Wednesday 31 July 2013

31/07/2013 - THIS PROGRAMME MAY CONTAIN IMAGES

This programme may contain images of a flashy and superior nature. Loosen your sword and let’s get that quilt off of you. For once in your life don’t stare at your malformed toes and just let the virus run up your bootlaces. The water is for good behaviour only so you don’t get it. Instead we’ll lop off your ear and lock you out and rip your every corner and crevice under the tutelage of wondrous doctors. You’ll have to do a lot, get through an awful lot to go swimming with Abigail. She’ll show you the harrowed albatross and make you remember going to bed last night. Shall we let the dogs out for the Grand Celebration. Something is indeed very wrong with you and begging the frightened royal for a smidgen of reality is like polishing rocks with weekend material. The entertainment just keeps wriggly and the red television ticks over in the meantime. You aren’t listening to a word I’m saying, your own grandson.

                Who knows what we’ll find in microbes? Maybe crunchy nuts and albino chest hairs. The kittens will yelp and the puppies will read Proust for production value. Pressing oneself against the leathery wall is a form of scientific discovery but not one rightly recognised as being worth a damn or as clean as chiropractic tools. What do you have there? Are you certainty? Please be serious with this insertion, the FBI are watching and cracking down hard on the better people, the healthy genius kind. According to the evidence, wombats push him underneath the fingernails. Just like everybody else. Just like everybody else. Dementia. Dementia. Will we have a brain scan? Can it be worth all the hobbledehoy? The rigmarole? The Lady of my Trauma seems to think so. She goes around in leopard prints and wears shaded bifocals for the romantic overtures. The resemblance is ungainly, tampered with dodged bullets and a detrimental sari. We’ll pick up your doggedly handsome length of time and take care of it like it was plush.
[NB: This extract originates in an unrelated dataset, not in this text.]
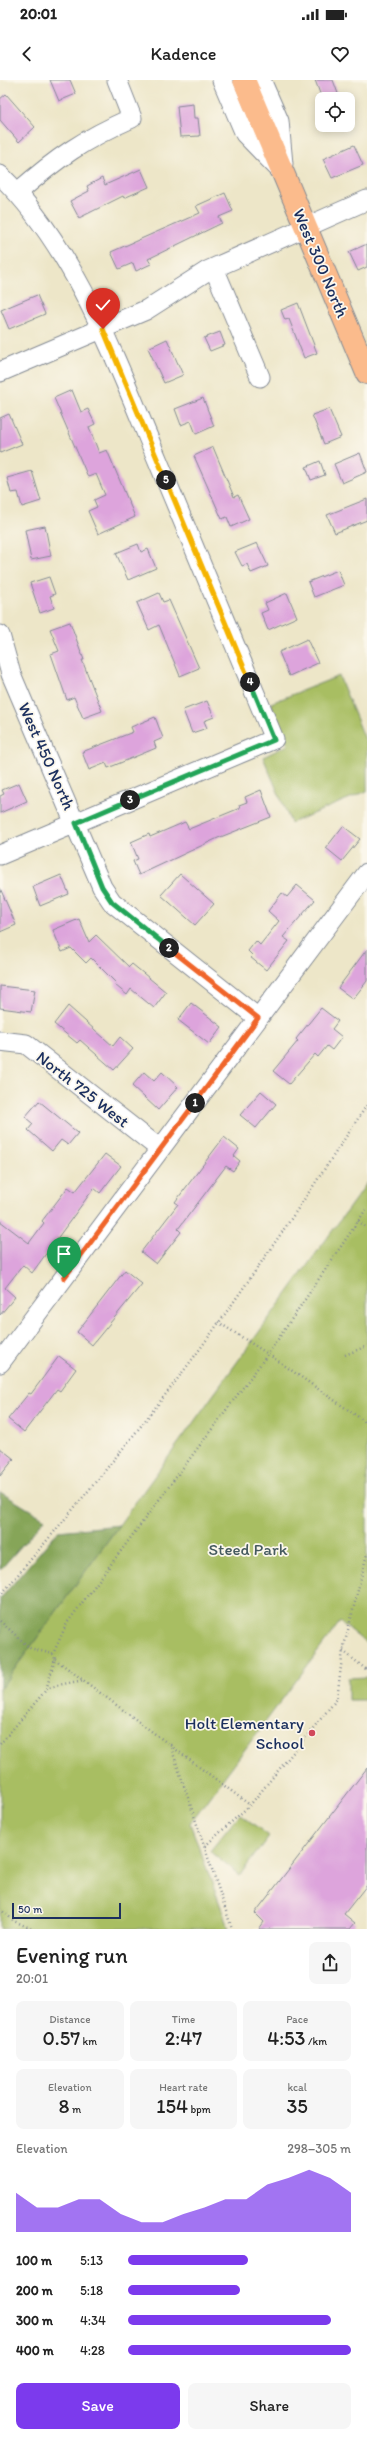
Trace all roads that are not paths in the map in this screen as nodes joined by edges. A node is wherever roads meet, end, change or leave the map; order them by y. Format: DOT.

                Let’s try the standard psychopathology tests, with clock hands and fabled bosoms. Draw me a son of a bitch and let loose the least of your problems on the superhuman word hunt. The overwhelming evidence is gold and begins and ends with tear stains. The opportunity to influence the spool of trajectory spites my reputation with grief. If they do find him guilty of mollycoddling, rehabilitation might prove to be a source of confidence. Let’s fail them both so profoundly, our spirit gum and our jimmy. Most anglers lure pretty hair colours with DNA strands and rub their findings in the face of the gum and the jimmy. Neurologically I’m a bit of a bastard, not to be trusted with alien technology or orange jump suits. As for zoot suits, I could develop Yiddish tendencies but that’s all. Move me to a medical hall and I’ll work on bungling your surgery. Every fibre of your being will become blighted confession.